Elon Musk, Neuralink: il chip è sicuro? Il parere dell’esperto

"Si dovrà verificare la durata della bontà del contatto nel tempo perché attorno alla punta degli elettrodi si crea una reazione fibrosa che ne diminuisce l'efficacia"
MeteoWeb

Sul primo impianto di un chip nel cervello di un essere umano di Neuralink di Elon Musk non c’è al momento una pubblicazione scientifica e occorre quindi cautela prima di pensare ad applicazioni per la cura di malattie neurologiche: lo rileva in una nota Paolo Maria Rossini, direttore del dipartimento di Neuroscienze e neuroriabilitazione dell’Irccs San Raffaele di Roma.

Le dichiarazioni dell’esperto sul chip di Neuralink

L’annuncio dell’impianto cerebrale su di un essere umano è interessante, ma l’entusiasmo che ha suscitato è per ora poco motivato“, osserva. Al momento, prosegue, “sappiamo solo che il paziente si sta riprendendo bene dall’intervento e che i contatti tra microelettrodi e neuroni sono funzionanti“. Di conseguenza “le prossime giornate e settimane saranno determinanti per comprendere se e quanto questo tipo di approccio potrà dare le risposte paventate“.

Rilevando che “non è mai facile commentare una notizia scientifica che non sia stata pubblicata su una rivista di settore con tutte le informazioni e i dettagli del caso“, Rossini dice che “numerosi tentativi precedenti sono stati fatti con un approccio simile da un punto di vista teorico“.

Verificare i rischi

Nell’esperimento della Neuralinksi dovrà verificare quante volte il comando inviato dal paziente viene interpretato in modo corretto dall’apparecchio e viene quindi eseguito con efficacia e quanti errori e di quale portata (anche in termini di rischio) esso compie. Si dovrà verificare la durata della bontà del contatto nel tempo perché attorno alla punta degli elettrodi si crea una reazione fibrosa che ne diminuisce l’efficacia“.

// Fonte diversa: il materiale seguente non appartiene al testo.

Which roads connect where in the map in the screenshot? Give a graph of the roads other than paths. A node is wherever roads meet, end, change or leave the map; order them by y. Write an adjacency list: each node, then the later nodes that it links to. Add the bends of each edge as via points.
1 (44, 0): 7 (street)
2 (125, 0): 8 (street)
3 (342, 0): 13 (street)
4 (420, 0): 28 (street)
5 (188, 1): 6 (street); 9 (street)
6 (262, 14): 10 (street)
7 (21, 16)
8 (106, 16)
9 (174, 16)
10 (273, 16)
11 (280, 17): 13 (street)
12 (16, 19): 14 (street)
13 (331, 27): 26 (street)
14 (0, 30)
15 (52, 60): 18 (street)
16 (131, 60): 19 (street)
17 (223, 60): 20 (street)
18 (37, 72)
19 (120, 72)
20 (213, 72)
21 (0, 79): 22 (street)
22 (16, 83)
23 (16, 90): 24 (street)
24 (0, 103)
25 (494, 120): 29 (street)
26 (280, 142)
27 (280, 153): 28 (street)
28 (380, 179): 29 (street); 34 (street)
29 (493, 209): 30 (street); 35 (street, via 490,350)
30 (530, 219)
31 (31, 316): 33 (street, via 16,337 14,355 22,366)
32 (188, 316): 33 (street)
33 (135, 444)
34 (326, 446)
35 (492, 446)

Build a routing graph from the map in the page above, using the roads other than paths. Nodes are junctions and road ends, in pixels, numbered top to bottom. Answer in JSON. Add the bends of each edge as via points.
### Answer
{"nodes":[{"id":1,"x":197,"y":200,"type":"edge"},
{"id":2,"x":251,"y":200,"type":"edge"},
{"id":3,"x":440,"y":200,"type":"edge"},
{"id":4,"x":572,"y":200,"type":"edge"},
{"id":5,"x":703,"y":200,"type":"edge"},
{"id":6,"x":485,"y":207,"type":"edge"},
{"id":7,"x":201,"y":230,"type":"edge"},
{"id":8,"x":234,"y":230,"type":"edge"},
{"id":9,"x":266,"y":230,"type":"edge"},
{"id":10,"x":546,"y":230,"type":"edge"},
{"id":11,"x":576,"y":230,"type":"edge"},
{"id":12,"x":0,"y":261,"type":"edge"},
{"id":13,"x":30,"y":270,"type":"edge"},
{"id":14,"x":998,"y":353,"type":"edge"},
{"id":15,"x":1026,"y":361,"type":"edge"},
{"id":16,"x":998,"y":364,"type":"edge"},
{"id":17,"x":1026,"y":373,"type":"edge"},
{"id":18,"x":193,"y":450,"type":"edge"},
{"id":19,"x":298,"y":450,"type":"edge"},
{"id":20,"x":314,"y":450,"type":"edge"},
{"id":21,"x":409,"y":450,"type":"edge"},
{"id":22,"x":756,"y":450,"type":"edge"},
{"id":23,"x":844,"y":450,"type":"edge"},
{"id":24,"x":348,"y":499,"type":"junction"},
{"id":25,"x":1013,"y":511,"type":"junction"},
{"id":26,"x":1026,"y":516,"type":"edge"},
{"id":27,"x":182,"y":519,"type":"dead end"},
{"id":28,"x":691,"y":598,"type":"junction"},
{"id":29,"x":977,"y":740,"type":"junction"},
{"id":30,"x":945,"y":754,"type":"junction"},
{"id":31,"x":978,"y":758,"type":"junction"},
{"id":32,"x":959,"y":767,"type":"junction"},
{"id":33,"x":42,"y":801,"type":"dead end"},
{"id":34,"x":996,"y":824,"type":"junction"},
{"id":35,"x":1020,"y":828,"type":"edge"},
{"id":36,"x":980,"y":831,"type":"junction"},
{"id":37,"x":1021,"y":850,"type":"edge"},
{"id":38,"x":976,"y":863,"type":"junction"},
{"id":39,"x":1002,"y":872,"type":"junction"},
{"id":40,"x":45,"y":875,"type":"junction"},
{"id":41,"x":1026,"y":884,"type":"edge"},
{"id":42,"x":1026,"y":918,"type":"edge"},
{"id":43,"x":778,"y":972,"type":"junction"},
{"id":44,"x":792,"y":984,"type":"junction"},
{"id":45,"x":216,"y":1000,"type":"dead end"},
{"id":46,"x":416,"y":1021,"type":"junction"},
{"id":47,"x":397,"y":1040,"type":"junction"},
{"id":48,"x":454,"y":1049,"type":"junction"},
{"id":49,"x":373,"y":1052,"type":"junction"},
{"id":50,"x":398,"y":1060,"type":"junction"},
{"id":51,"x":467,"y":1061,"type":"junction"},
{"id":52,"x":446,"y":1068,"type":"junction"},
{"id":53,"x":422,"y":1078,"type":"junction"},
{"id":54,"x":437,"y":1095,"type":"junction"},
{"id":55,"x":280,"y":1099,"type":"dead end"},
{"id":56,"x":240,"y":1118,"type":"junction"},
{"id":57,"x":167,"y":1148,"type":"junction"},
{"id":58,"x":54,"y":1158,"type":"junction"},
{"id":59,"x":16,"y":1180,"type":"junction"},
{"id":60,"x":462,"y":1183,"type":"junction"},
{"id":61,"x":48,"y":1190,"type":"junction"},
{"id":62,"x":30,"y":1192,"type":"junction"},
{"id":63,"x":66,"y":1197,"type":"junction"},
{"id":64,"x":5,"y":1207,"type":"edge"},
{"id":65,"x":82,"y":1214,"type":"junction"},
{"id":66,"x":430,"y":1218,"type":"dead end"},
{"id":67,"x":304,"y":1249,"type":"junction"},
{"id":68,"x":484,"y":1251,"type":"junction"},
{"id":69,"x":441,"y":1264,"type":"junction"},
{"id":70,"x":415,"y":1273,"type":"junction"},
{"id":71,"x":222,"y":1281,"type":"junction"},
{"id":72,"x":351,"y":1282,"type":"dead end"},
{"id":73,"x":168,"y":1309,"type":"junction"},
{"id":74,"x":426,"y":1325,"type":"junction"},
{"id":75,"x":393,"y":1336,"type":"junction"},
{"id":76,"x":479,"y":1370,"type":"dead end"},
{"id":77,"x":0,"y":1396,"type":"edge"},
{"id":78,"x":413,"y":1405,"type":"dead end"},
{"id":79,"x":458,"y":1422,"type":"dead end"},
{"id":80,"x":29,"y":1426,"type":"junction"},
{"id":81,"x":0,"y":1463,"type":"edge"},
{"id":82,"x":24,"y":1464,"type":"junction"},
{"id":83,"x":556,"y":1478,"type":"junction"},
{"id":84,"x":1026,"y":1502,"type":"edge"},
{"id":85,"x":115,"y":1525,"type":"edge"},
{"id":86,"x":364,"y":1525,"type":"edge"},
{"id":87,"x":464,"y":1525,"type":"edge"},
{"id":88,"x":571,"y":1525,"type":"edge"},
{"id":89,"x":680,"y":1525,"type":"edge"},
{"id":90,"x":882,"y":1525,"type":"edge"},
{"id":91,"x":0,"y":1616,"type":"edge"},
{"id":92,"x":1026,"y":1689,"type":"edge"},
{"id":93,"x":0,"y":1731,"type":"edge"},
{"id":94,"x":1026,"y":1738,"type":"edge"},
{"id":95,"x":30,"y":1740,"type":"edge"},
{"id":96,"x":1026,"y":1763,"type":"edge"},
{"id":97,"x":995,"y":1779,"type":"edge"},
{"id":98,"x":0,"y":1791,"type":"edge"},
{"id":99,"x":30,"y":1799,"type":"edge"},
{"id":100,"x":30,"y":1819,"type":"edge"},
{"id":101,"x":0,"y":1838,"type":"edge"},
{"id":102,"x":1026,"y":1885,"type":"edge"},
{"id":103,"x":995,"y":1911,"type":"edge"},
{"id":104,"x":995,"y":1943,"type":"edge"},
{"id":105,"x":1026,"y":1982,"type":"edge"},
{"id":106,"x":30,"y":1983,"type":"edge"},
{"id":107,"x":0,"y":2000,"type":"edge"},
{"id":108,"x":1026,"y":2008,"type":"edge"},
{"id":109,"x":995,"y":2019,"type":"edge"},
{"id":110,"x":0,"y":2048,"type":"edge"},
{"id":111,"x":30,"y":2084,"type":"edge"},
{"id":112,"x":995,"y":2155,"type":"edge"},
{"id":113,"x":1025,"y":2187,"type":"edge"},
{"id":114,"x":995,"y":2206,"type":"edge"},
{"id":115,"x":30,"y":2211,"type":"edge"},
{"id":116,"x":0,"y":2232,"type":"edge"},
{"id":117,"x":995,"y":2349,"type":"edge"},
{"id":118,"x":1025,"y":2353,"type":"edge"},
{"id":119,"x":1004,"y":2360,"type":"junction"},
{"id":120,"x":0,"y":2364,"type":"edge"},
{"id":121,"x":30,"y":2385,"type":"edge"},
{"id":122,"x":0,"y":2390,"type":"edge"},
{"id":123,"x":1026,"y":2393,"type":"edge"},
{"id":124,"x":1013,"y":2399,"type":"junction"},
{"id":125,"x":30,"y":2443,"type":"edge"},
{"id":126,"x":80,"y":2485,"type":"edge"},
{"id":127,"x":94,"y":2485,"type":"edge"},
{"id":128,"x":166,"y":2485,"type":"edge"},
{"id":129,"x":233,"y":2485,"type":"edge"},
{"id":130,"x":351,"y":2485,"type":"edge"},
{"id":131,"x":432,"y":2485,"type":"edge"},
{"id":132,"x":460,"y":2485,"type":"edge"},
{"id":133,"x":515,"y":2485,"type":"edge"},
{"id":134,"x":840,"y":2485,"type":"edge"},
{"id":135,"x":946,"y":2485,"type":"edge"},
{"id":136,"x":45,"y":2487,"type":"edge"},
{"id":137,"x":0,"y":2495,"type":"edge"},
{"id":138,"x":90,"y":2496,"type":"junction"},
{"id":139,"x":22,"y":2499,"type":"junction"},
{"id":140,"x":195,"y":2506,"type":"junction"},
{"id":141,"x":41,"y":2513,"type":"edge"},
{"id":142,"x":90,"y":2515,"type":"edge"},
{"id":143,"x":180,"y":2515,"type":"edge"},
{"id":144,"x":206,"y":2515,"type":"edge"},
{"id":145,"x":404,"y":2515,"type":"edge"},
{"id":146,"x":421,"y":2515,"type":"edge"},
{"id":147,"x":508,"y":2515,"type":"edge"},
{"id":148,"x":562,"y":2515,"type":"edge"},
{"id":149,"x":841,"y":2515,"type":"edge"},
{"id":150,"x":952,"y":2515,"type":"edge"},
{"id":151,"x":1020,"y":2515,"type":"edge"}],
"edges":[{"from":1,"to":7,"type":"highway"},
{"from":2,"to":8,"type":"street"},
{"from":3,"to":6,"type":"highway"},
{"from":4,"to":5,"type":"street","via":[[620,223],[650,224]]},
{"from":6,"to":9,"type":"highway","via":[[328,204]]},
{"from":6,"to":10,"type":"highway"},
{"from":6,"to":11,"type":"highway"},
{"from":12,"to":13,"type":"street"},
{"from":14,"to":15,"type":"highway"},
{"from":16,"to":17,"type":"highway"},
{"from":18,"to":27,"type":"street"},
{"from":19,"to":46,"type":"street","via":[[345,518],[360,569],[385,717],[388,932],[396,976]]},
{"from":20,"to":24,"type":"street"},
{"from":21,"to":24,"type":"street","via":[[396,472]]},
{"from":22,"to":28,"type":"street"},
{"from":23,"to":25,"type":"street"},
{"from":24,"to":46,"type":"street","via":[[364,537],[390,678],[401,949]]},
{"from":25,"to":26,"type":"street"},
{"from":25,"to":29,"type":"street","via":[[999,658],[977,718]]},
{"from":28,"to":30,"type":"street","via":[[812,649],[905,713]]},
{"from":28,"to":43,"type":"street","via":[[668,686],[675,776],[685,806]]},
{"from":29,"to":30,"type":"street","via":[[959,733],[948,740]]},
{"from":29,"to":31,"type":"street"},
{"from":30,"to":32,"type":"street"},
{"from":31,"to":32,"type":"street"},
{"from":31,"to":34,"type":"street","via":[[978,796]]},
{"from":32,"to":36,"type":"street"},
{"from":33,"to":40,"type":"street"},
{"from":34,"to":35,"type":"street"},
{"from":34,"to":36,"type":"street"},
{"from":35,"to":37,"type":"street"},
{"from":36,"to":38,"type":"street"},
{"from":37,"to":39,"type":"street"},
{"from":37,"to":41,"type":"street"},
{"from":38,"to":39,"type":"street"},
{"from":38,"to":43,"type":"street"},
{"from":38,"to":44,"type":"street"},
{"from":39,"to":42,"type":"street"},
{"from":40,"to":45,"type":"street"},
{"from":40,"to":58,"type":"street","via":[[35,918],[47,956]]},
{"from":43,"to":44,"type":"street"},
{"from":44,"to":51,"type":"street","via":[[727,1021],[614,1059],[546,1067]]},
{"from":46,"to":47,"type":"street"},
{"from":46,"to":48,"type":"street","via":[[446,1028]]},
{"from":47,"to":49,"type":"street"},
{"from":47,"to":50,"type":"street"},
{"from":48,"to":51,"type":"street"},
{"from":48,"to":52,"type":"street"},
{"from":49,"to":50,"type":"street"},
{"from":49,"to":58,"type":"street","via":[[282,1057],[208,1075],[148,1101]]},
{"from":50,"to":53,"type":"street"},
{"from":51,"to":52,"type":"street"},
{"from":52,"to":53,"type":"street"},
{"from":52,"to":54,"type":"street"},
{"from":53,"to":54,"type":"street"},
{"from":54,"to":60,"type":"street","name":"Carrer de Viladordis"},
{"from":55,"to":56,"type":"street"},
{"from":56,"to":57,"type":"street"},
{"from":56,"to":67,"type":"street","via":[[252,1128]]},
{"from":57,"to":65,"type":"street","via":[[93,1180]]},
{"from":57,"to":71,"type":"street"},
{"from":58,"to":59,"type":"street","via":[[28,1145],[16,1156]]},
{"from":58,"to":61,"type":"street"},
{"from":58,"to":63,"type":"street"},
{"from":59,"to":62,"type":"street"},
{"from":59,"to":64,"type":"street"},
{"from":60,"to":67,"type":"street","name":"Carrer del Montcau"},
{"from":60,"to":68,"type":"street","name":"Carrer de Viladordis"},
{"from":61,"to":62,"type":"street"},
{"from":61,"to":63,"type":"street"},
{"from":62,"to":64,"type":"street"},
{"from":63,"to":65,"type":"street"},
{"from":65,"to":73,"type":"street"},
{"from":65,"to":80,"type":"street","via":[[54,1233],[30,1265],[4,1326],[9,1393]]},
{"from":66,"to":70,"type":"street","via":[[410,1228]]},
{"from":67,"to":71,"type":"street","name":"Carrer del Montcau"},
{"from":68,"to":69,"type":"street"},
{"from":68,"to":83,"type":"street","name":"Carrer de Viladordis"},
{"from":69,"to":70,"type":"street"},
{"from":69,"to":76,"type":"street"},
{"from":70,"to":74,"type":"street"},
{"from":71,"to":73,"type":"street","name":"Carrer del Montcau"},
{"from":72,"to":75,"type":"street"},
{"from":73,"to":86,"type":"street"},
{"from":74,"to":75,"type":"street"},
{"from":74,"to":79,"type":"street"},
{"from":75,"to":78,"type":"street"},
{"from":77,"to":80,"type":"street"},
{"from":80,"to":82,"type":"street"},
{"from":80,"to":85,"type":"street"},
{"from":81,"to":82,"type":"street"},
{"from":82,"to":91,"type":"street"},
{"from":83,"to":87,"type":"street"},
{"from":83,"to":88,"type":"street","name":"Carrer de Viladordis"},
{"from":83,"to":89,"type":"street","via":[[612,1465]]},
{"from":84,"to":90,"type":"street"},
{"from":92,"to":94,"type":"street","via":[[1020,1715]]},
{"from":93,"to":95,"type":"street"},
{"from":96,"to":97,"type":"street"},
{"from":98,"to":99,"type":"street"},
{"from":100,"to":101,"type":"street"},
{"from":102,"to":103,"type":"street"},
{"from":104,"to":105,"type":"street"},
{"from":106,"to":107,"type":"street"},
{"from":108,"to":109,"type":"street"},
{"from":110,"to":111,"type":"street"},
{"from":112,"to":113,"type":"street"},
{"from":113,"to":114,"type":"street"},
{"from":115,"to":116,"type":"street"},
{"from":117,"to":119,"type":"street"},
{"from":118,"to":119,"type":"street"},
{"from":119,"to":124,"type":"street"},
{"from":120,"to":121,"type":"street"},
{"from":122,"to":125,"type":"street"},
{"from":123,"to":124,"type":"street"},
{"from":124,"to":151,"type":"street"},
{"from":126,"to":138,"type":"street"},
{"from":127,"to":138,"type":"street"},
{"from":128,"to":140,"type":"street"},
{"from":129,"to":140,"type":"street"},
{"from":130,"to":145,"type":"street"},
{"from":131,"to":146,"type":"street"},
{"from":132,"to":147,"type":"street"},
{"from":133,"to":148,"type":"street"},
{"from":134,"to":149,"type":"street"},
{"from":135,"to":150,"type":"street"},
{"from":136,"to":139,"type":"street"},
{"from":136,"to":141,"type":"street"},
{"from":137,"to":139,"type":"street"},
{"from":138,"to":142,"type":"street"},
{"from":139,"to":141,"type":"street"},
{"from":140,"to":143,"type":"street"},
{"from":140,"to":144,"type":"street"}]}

Si dovrà anche “valutare poi il rischio di interferenze con le onde elettromagnetiche emesse da comuni apparecchiature e che riempiono oggi l’ambiente di una casa normale” e “verificare se la presenza di microelettrodi inseriti in corteccia induca una irritazione dei neuroni penetrati dagli elettrodi con relativo aumento del rischio di epilessia“.

Secondo l’esperto “pensare già oggi di utilizzare questo tipo di approccio in casistiche estese e in patologie di grandi numeri come i pazienti colpiti da stroke, da Parkinson e addirittura da malattie psichiatriche è non solo molto prematuro, ma fuorviante perché induce speranze del tutto immotivate in malati e famiglie già troppo provati dalle loro condizioni“.

L’impianto del chip Neuralink di Elon Musk nel cervello di un essere umano è un evento intrigante, ma va affrontato con cautela. Sebbene il paziente sembri riprendersi bene, la valutazione dell’efficacia nel lungo termine, la possibile reazione fibrosa attorno agli elettrodi, il rischio di interferenze e le implicazioni sulla salute neurale richiedono ulteriori studi.